Q & A with New Spark Committer Holden Karau

Newly appointed (anointed?) Apache Spark committer Holden Karau isn't resting on her laurels. See her talk this Thursday at Spark Summit East where she'll be presenting "a monster identification guide for Spark exceptions" in an unusual way ...

Congratulations! I know what you becoming a committer means to the Spark community: We now have a passionate educator and writer, and someone who can see both the big picture of where Spark needs to go, and sit down and code it on an international flight, in a position of greater influence. But what does becoming a committer mean to you, in terms of what you can now work on or do for the project or the community that you could not do before, or to you personally? Where were you when you found out, and how did it make you feel?

Thanks, I really appreciate it. For me being a committer means that I can help move PySpark forward faster, and there are a lot of exciting things happening around that (Bryan Cutler here at the STC has some interesting WIP stuff built around Arrow that looks very promising - although still early stages). It also means a shift to doing more reviewing.
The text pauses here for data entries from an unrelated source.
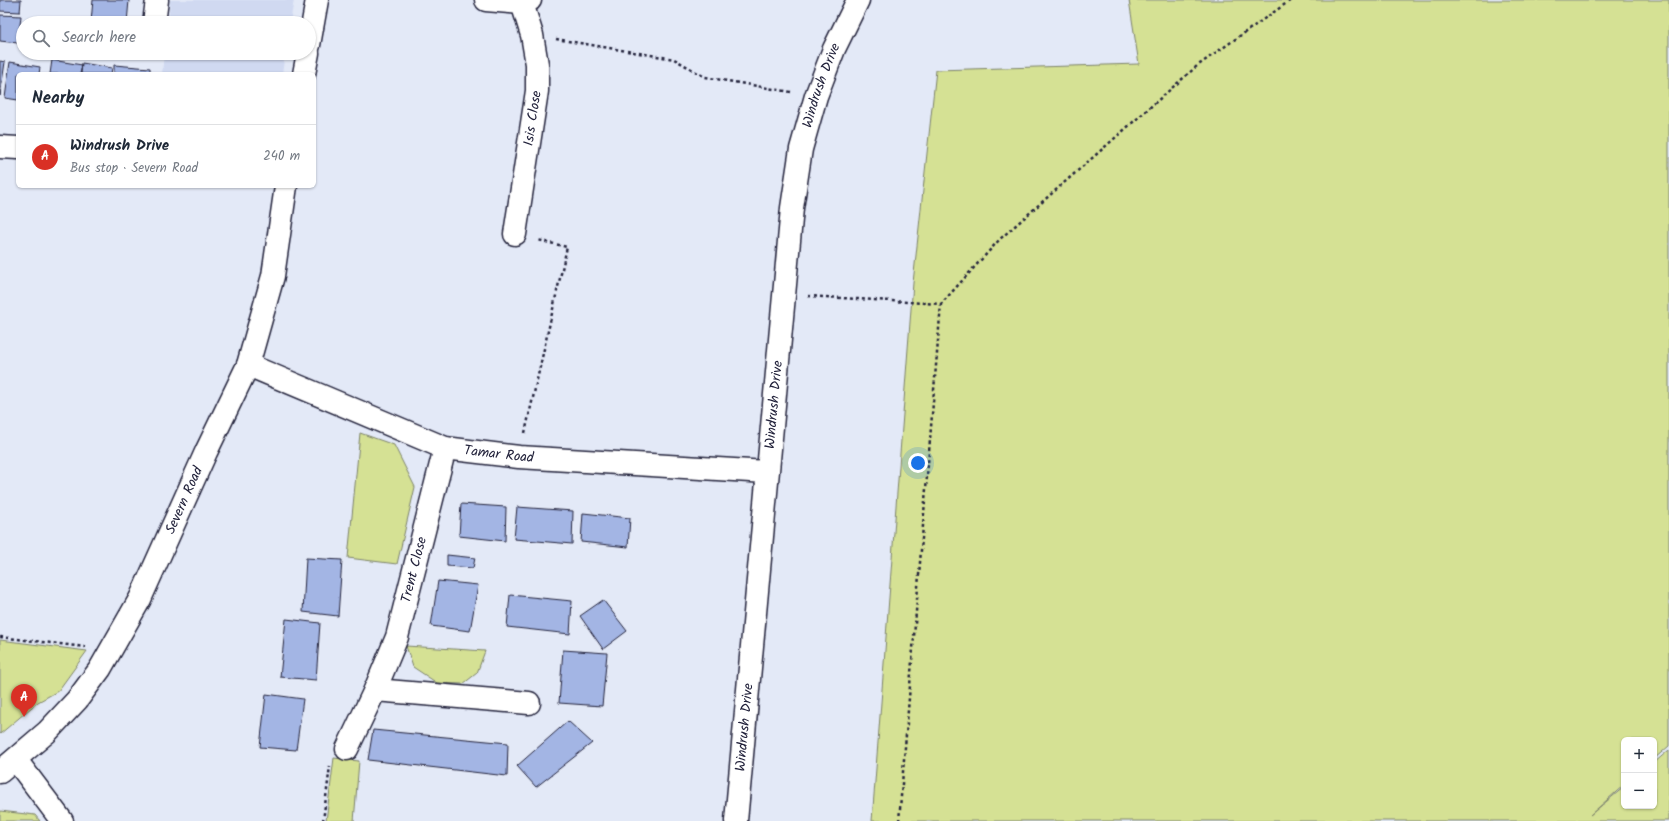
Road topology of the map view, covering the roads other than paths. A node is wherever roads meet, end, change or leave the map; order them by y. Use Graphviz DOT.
graph roads {
  1 [pos="157,0"];
  2 [pos="317,0"];
  3 [pos="486,0"];
  4 [pos="858,0"];
  5 [pos="526,1"];
  6 [pos="155,16"];
  7 [pos="314,16"];
  8 [pos="307,60"];
  9 [pos="304,72"];
  10 [pos="0,147"];
  11 [pos="16,148"];
  12 [pos="286,188"];
  13 [pos="515,234"];
  14 [pos="248,365"];
  15 [pos="445,448"];
  16 [pos="767,472"];
  17 [pos="375,690"];
  18 [pos="529,703"];
  19 [pos="347,749"];
  20 [pos="8,766"];
  21 [pos="62,821"];
  22 [pos="736,821"];
  1 -- 6 [label="street"];
  2 -- 7 [label="street"];
  3 -- 5 [label="street"];
  4 -- 16 [label="street, Windrush Drive"];
  5 -- 13 [label="street, Isis Close"];
  8 -- 9 [label="street"];
  10 -- 11 [label="street"];
  12 -- 14 [label="street, Severn Road"];
  14 -- 15 [label="street, Tamar Road"];
  14 -- 20 [label="street, Severn Road"];
  15 -- 16 [label="street, Tamar Road"];
  15 -- 17 [label="street, Trent Close"];
  16 -- 22 [label="street, Windrush Drive"];
  17 -- 18 [label="street"];
  17 -- 19 [label="street, Trent Close"];
  20 -- 21 [label="street"];
}
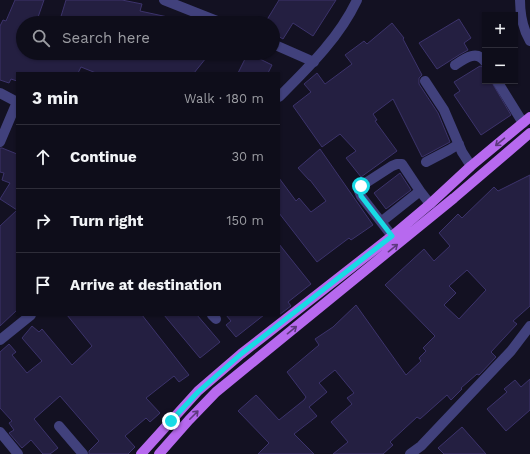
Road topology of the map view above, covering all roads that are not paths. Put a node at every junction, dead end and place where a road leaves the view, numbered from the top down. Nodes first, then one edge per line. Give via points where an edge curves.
1 (164, 0) edge
2 (357, 0) edge
3 (520, 0) edge
4 (204, 16) edge
5 (529, 36) edge
6 (280, 47) edge
7 (482, 58) edge
8 (314, 62) junction
9 (455, 65) dead end
10 (425, 81) dead end
11 (499, 84) edge
12 (0, 93) edge
13 (280, 96) edge
14 (16, 101) edge
15 (16, 104) edge
16 (526, 120) edge
17 (530, 133) edge
18 (0, 142) edge
19 (459, 144) junction
20 (426, 162) dead end
21 (471, 166) junction
22 (420, 191) junction
23 (430, 204) junction
24 (381, 222) junction
25 (392, 236) junction
26 (30, 316) edge
27 (530, 326) edge
28 (0, 340) edge
29 (59, 426) dead end
30 (0, 432) edge
31 (152, 442) junction
32 (424, 450) edge
33 (160, 452) edge
34 (18, 454) edge
35 (83, 454) edge
36 (141, 454) edge
37 (410, 454) edge

1 - 4 street
2 - 8 street via 348,18
3 - 5 street via 522,21
6 - 8 street
7 - 9 street via 476,55
8 - 13 street
10 - 19 street via 444,110
11 - 16 street
12 - 14 street
15 - 18 street
16 -> 21 main road
33 -> 17 main road via 216,392
19 - 20 street
19 - 21 street
21 - 23 main road
22 - 23 street
22 - 24 street
22 - 24 street via 402,164 397,164 361,186 361,196
23 - 25 main road
24 - 25 street
25 - 31 main road via 235,359 198,392
26 - 28 street
27 - 32 street
29 - 35 street
30 - 34 street
31 - 33 main road
31 - 36 main road
32 - 37 street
I was coming back from a lunch handstands class at Vertical Barre in San Francisco when I found out, and I was so excited I just put in my headphones and went for a very long scooter ride.

What do you think is the most important thing you can do as a Committer?

I think mentoring new contributors. It's certainly possible to do as an experienced non-committer, but as a committer it’s easier to follow through and make sure people don’t drop off out of frustration during the review process. This of course is going to require a lot more dedication to reviews, but I’m trying to set aside some time at the start of every day (with the exception of right before Spark Summit, of course).


Your new book, High Performance Spark, is almost a primer for getting the most out of Spark at scale. Has working at IBM where we implement Spark solutions with so many large enterprise clients afforded you a different view into this than you had before, or is it more, scale is scale, and you work at the puzzle from the code end, regardless of environment?

I've certainly been exposed to different types of scaling problems than I have in the past, and some of those do make it into the book. But for the most part we've tried to stick with sort of the common denominators of scaling problems with Spark, so the things which show up regardless of the specific domain.

We make a big effort to protect — almost wall off — STC engineers so that you can work with "open source mind" in the interests of the community and the project. Has that been successful, as far as your work is concerned?

I think it has. It's a difficult balance to strike — especially at a company as large as IBM. I think both of the leads we’ve had for the STC (Steve Beier and Vijay Bommireddipalli) have done a great job allowing the STC to develop without getting pulled into too many internal projects.

That said, what is the most exciting project you've seen on the commercial side of IBM, or who are the one or two people doing work that excites you the most?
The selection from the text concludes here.